We can already see that many of these occurrences overlap with each other and are not from intervals of the same size. Now, PBDB data is noisy and some of that is due to noise, but some of it is just due to differences in how well collections can be chronostratigraphically constrained. So, here we have a data set where taxa may be represented by hundreds of date-values, effectively two date bounds for every collection a taxon occurs in.

We could try visualizing this; first let’s group the occurrences by species…
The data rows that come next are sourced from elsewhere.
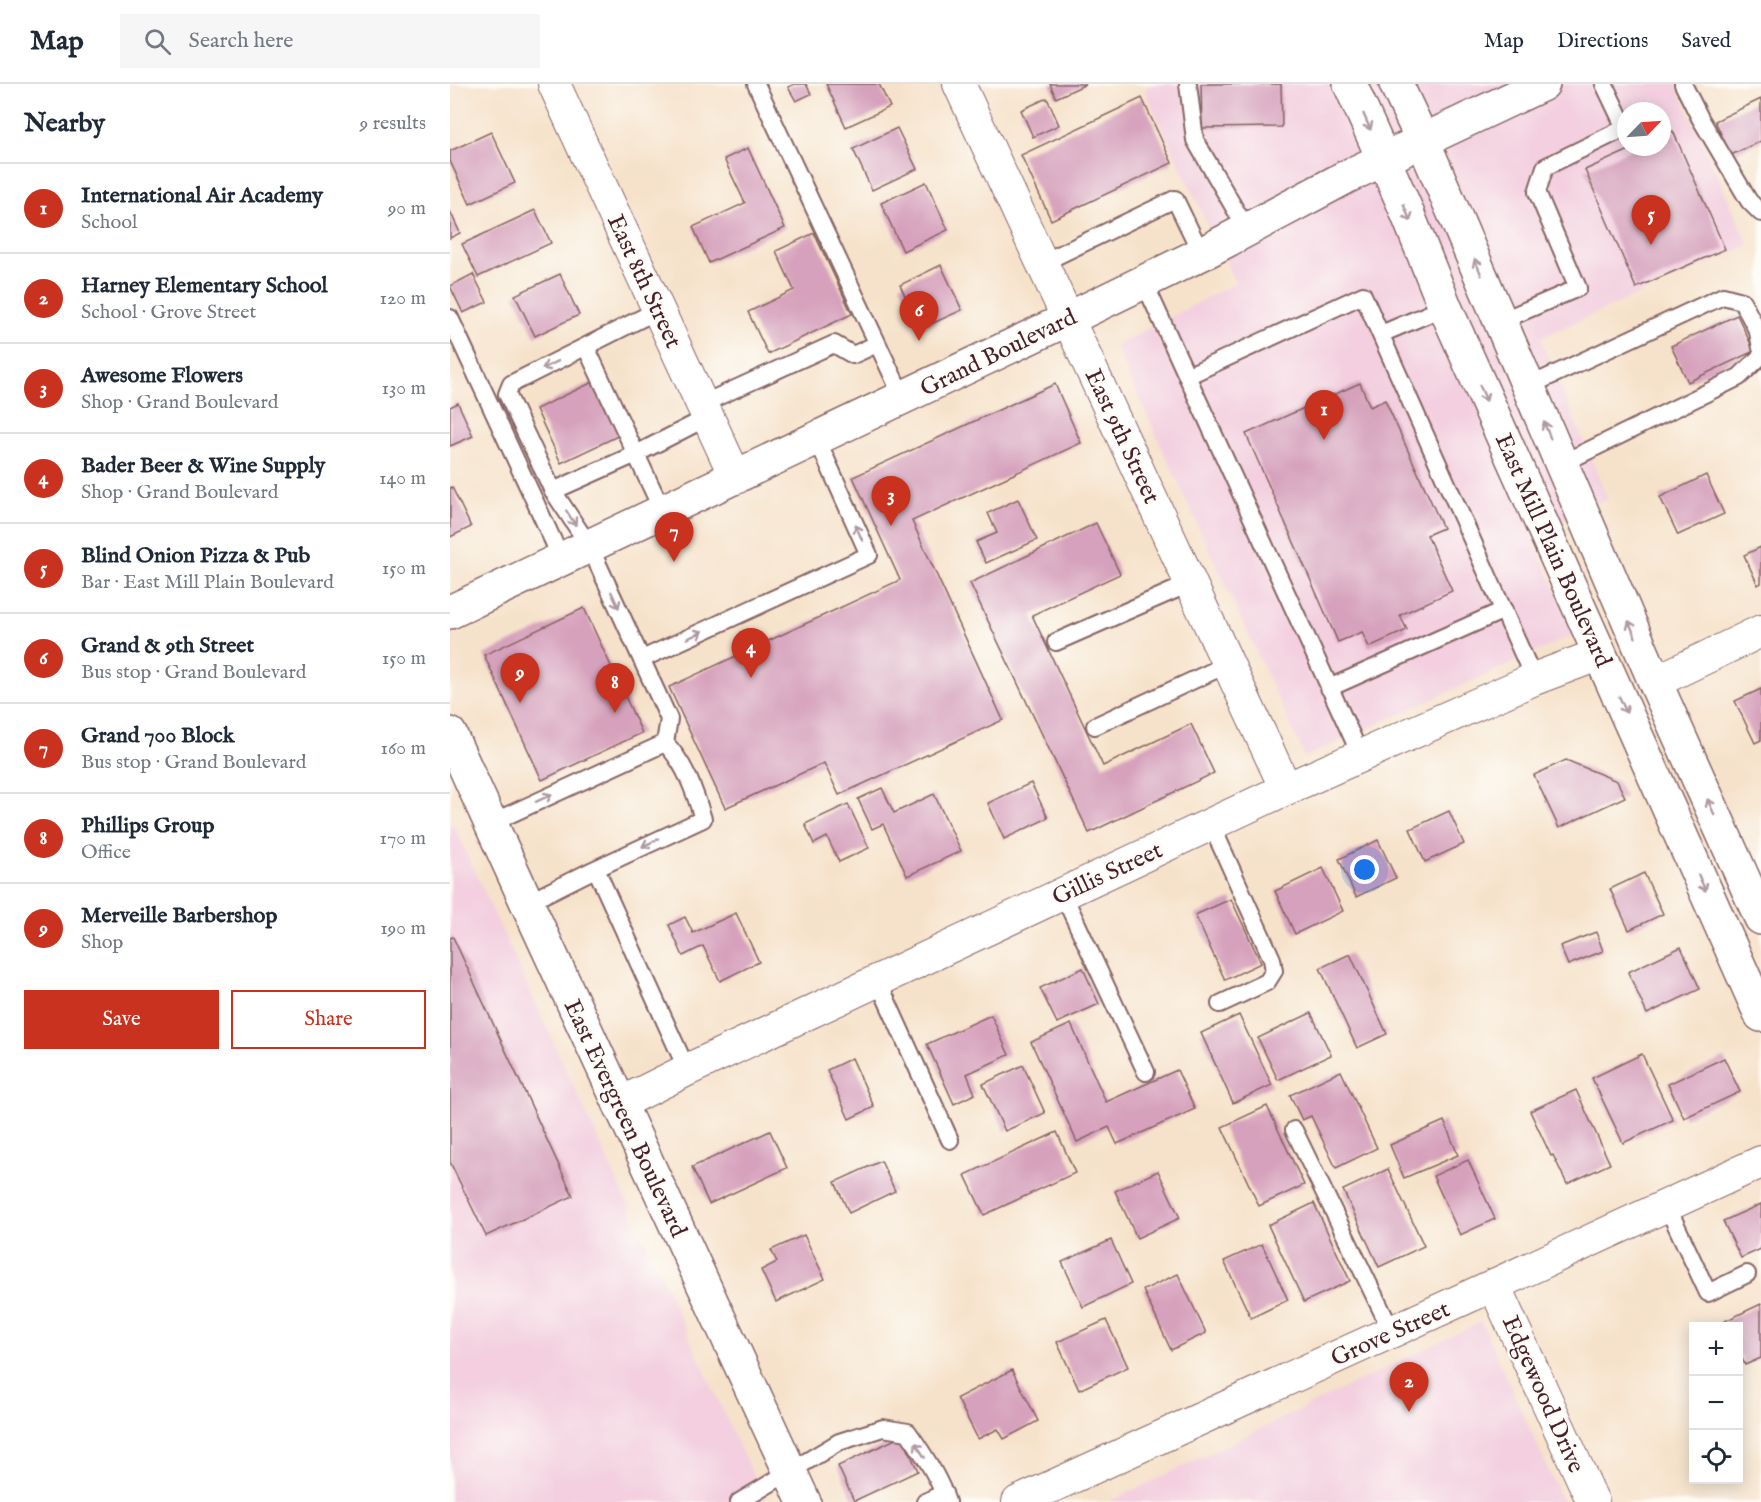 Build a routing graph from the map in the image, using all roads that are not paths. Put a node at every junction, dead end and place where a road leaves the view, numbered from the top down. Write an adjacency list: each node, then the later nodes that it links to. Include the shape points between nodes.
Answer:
1 (554, 84): 18 (street, East 8th Street)
2 (756, 84): 23 (lane)
3 (959, 84): 15 (street, East 9th Street)
4 (1188, 84): 13 (lane, via 1195,140)
5 (1350, 84): 11 (main road, East Mill Plain Boulevard, one-way to 11)
6 (1396, 84): 10 (main road, East Mill Plain Boulevard)
7 (1604, 84): 21 (lane, via 1625,128 1545,166 1538,192 1578,288)
8 (1683, 84): 12 (lane, via 1749,201)
9 (1539, 85): 10 (main road, Grand Boulevard)
10 (1423, 141): 11 (main road, Grand Boulevard); 21 (main road, East Mill Plain Boulevard, one-way to 10)
11 (1383, 159): 13 (main road, Grand Boulevard); 17 (main road, East Mill Plain Boulevard, one-way to 17)
12 (1761, 213)
13 (1247, 230): 14 (main road, Grand Boulevard)
14 (1201, 253): 15 (lane, via 1175,199); 16 (main road, Grand Boulevard)
15 (1042, 263): 20 (street, East 9th Street)
16 (1144, 282): 20 (main road, Grand Boulevard); 27 (lane)
17 (1445, 307): 22 (lane); 43 (main road, East Mill Plain Boulevard, one-way to 43)
18 (658, 310): 24 (lane); 30 (street, East 8th Street)
19 (450, 318): 37 (lane)
20 (1068, 319): 29 (main road, Grand Boulevard); 38 (street, East 9th Street)
21 (1501, 321): 28 (main road, East Mill Plain Boulevard)
22 (1381, 334): 27 (lane, via 1363,295); 39 (lane)
23 (877, 344): 29 (lane); 30 (lane, via 853,355 834,344)
24 (586, 347): 32 (lane); 35 (lane, one-way to 35, via 511,384 507,394)
25 (1761, 348): 28 (lane, via 1758,332 1742,301 1723,296)
26 (1761, 356): 33 (lane, via 1739,377)
27 (1187, 376): 48 (lane)
28 (1529, 386): 33 (main road, East Mill Plain Boulevard, one-way to 28)
29 (903, 398): 31 (main road, Grand Boulevard)
30 (705, 411): 32 (lane); 34 (street, East 8th Street)
31 (817, 439): 34 (main road, Grand Boulevard); 44 (lane, one-way to 31, via 869,555)
32 (636, 454): 35 (lane); 36 (lane)
33 (1561, 464): 47 (main road, East Mill Plain Boulevard, one-way to 33)
34 (736, 478): 36 (main road, Grand Boulevard)
35 (554, 490): 37 (lane, one-way to 37)
36 (663, 512): 37 (main road, Grand Boulevard)
37 (576, 554): 40 (main road, Grand Boulevard); 44 (lane, one-way to 44)
38 (1191, 583): 42 (lane); 45 (street, East 9th Street)
39 (1504, 610): 46 (lane); 48 (lane)
40 (450, 612)
41 (1761, 631): 47 (street)
42 (1056, 642)
43 (1600, 654): 46 (street, Gillis Street); 62 (main road, East Mill Plain Boulevard, one-way to 62)
44 (642, 659): 51 (lane, via 669,719)
45 (1228, 664): 49 (lane); 53 (street, East 9th Street)
46 (1534, 679): 52 (street, Gillis Street)
47 (1655, 682): 59 (main road, East Mill Plain Boulevard, one-way to 47)
48 (1329, 688): 52 (lane)
49 (1095, 726)
50 (450, 734): 54 (main road, East Evergreen Boulevard)
51 (665, 743): 54 (lane, one-way to 51); 56 (lane, one-way to 56, via 686,772 703,819)
52 (1361, 756): 53 (street, Gillis Street)
53 (1286, 789): 55 (street, Gillis Street)
54 (491, 823): 58 (main road, East Evergreen Boulevard)
55 (1211, 824): 57 (street, Gillis Street); 61 (lane, via 1274,971 1267,982)
56 (596, 869): 58 (lane); 63 (lane)
57 (1063, 894): 60 (street, Gillis Street); 64 (lane)
58 (527, 903): 65 (main road, East Evergreen Boulevard)
59 (1761, 918)
60 (878, 981): 63 (street, Gillis Street); 67 (lane)
61 (1220, 1004)
62 (1761, 1014)
63 (687, 1070): 65 (street, Gillis Street)
64 (1146, 1072)
65 (619, 1104): 73 (main road, East Evergreen Boulevard)
66 (1294, 1130): 72 (lane)
67 (950, 1140)
68 (1761, 1162): 69 (street, Grove Street)
69 (1667, 1206): 70 (lane, via 1708,1293); 71 (street, Grove Street)
70 (1748, 1274)
71 (1494, 1285): 72 (street, Grove Street); 79 (street, Edgewood Drive)
72 (1392, 1332): 78 (street, Grove Street)
73 (790, 1472): 74 (lane, one-way to 73, via 908,1432 883,1428 839,1442); 75 (lane); 76 (main road, East Evergreen Boulevard)
74 (946, 1498): 77 (lane)
75 (739, 1502)
76 (804, 1502)
77 (925, 1502)
78 (1018, 1502)
79 (1593, 1502)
occList<-lapply(unique(nemaData$ids),function(x) nemaData[x==nemaData$ids,c("eag","lag"), drop=FALSE])
occList<-lapply(occList,function(x) x[order(x[,1]),, drop=FALSE])
names(occList)<-unique(nemaData$ids)

print(occList)
## $gracilis
##        eag   lag
## 1:20 455.8 449.5
## 1:48 458.4 453.0
## 1:16 460.9 449.5
## 1:22 460.9 456.1
## 1:36 460.9 456.1
## 1:38 460.9 456.1
## 1:41 460.9 456.1
## 1:43 460.9 456.1
## 1:45 460.9 449.5
## 1:46 460.9 449.5
## 1:49 460.9 456.1
## 1:4  470.0 458.4
## 
## $exilis
##        eag   lag
## 1:39 460.9 456.1
## 1:40 460.9 456.1
## 1:42 460.9 456.1
## 2    460.9 449.5

And now let’s plot the bounds of the age uncertainty for each of the occurrences, color-coded for their species.

par(yaxt="n")
plot(0, 0, type="n", xlim=c(max(sapply(occList,max))*1.02, min(sapply(occList,min)))*.98,
     ylim=c(0,sum(sapply(occList,nrow))+(2*length(occList))),
     ylab = "", xlab = "Time (Ma)", main="Age Uncertainty of PBDB Occurrences for Nemagraptus Species")

occColors<-rainbow(length(occList))

count<-1
for(i in 1:length(occList)){
  for(j in 1:nrow(occList[[i]])){
    lines(occList[[i]][j,],c(count,count),lwd=3,col=occColors[i])
    count<-count+1
  }
  count<-count+2
  }

That wasn’t so impressive, as Nemagraptus is a rather species-poor graptolite genus. Let’s try its close dicranograptid cousin genus, Dicellograptus. This time, we’ll make the plotting code a function.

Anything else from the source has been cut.